Die Geschichte klingt abenteuerlich und hat das Zeug zum Kunstkrimi. Am Ende war Nürnberg hinters Licht geführt worden und um ein Kunstwerk von Weltrang ärmer: Statt des Originals gab Küfner eine Kopie des Porträts zurück und verscherbelte den echten AD einige Jahre später nach München. An der Isar nahm man den Dürer zum Schnäppchenpreis gerne an und ließ die Eigentumsverhältnisse lieber ungeprüft. „Die sackten ein, was sie bekommen konnten“, sagt Karl Heinz Fietta (58).
Der Betzensteiner Heimatforscher hat sich ausführlich mit dem begnadeten Abmaler beschäftigt. Und: Es waren unruhige Zeiten im ausgehenden 18.Jahrhundert, als französische Truppen im hoch verschuldeten Nürnberg ein- und ausgingen. Küfner hatte damals den Auftrag erhalten, das Dürer-Bild zu kopieren. Womöglich sollte das Original vor dem Zugriff der Besatzer geschützt werden. Die Franzosen sicherten sich 1801 tatsächlich das Imitat durch Zwangsankauf und schafften es in den Louvre. Erst 1813 oder 1816 kam das Gemälde aus Paris zurück nach Nürnberg.
Die Stadt war inzwischen bayerisch geworden. Im politischen Wirrwarr jener Zeit war es Küfner offenbar leichtgefallen, das wegen ausgebliebener Bezahlung seiner Auftragsarbeit quasi als Pfand einbehaltene Original nach München zu veräußern.

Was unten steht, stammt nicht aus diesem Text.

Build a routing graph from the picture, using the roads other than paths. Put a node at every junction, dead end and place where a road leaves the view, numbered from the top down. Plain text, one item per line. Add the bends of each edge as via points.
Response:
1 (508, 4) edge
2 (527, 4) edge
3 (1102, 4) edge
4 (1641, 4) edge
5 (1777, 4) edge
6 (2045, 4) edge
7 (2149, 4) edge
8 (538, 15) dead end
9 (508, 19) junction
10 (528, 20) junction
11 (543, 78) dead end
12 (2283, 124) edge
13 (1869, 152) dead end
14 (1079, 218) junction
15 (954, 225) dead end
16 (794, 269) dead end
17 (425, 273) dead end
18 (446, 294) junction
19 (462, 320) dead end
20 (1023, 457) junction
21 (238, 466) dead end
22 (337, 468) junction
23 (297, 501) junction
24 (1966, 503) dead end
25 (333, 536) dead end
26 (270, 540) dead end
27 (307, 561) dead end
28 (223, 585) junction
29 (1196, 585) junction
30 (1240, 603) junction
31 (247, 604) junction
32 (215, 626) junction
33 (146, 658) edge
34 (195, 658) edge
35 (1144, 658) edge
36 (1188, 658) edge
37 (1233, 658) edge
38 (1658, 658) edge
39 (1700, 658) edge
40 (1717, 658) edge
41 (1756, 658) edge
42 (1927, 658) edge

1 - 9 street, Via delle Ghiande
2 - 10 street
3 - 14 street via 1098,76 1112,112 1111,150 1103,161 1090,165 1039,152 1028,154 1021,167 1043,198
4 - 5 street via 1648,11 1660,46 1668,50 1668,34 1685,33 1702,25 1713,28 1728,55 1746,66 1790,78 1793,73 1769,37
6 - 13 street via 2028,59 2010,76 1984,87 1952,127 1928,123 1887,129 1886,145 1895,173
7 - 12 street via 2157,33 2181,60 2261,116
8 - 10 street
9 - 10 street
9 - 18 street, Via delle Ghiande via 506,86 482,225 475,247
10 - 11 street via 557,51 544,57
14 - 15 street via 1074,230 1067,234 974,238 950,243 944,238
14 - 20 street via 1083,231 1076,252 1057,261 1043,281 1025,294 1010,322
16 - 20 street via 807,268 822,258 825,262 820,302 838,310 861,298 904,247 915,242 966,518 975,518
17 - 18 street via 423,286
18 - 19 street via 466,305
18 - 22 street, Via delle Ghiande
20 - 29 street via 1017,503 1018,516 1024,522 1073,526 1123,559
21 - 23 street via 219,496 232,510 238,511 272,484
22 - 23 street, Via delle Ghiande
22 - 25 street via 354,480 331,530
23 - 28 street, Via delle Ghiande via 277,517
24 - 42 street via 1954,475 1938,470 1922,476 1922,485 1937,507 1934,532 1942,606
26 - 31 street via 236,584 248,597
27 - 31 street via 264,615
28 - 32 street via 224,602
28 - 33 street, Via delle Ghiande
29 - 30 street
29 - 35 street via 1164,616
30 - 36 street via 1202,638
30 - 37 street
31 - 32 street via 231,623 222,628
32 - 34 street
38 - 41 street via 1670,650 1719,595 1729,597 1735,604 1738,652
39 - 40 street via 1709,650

Den Kunstmaler plagte akute Geldnot. In einem Schreiben an die kurfürstliche Galerie bot er deshalb 1805 der „hochzuverehrenden Direktion“ das Selbstporträt in der Hoffnung an, „daß dieses von allen Kennern gepriesene Bild in einer Sammlung seiner vorzüglichsten Werke seinen angemessenen Platz verdiene“. Der Preis von 600 Gulden werde „nicht übertrieben scheinen“.
Seit über 200 Jahren hängt er nun in München, der echte Dürer, den das Germanische Nationalmuseum gerne für seine große Schau über den jungen Meister ausgeliehen hätte. Erst nach der Rückkehr des falschen Dürers aus Paris hat man angeblich in Nürnberg gemerkt, dass die Stadt einem Schwindel aufgesessen war.
Die Küfner-Arbeit befindet sich heute im Besitz der städtischen Gemäldesammlung. Ab dem 26.Juli wird die Kopie im neuen Dürer-Saal des Dürer-Hauses gezeigt. Im Geburtshaus des Meisters wird bereits seit Ende 2010 auch „der nicht restlos aufgeklärte Krimi“ um Original und Imitat und „den für Nürnberg betrüblichen Besitzerwechsel“ thematisiert, sagt Thomas Schauerte.
Dem Leiter des Dürer-Hauses zufolge gibt es mindestens zwei weitere Kopien des Selbstbildnisses, die wahrscheinlich von Küfner stammen. Eine im Germanischen Nationalmuseum, die andere in der Münchner Pinakothek. Für Schauerte ist es jedenfalls „interessant zu beobachten, wie ein Gemälde zum Identifikationsobjekt wird“.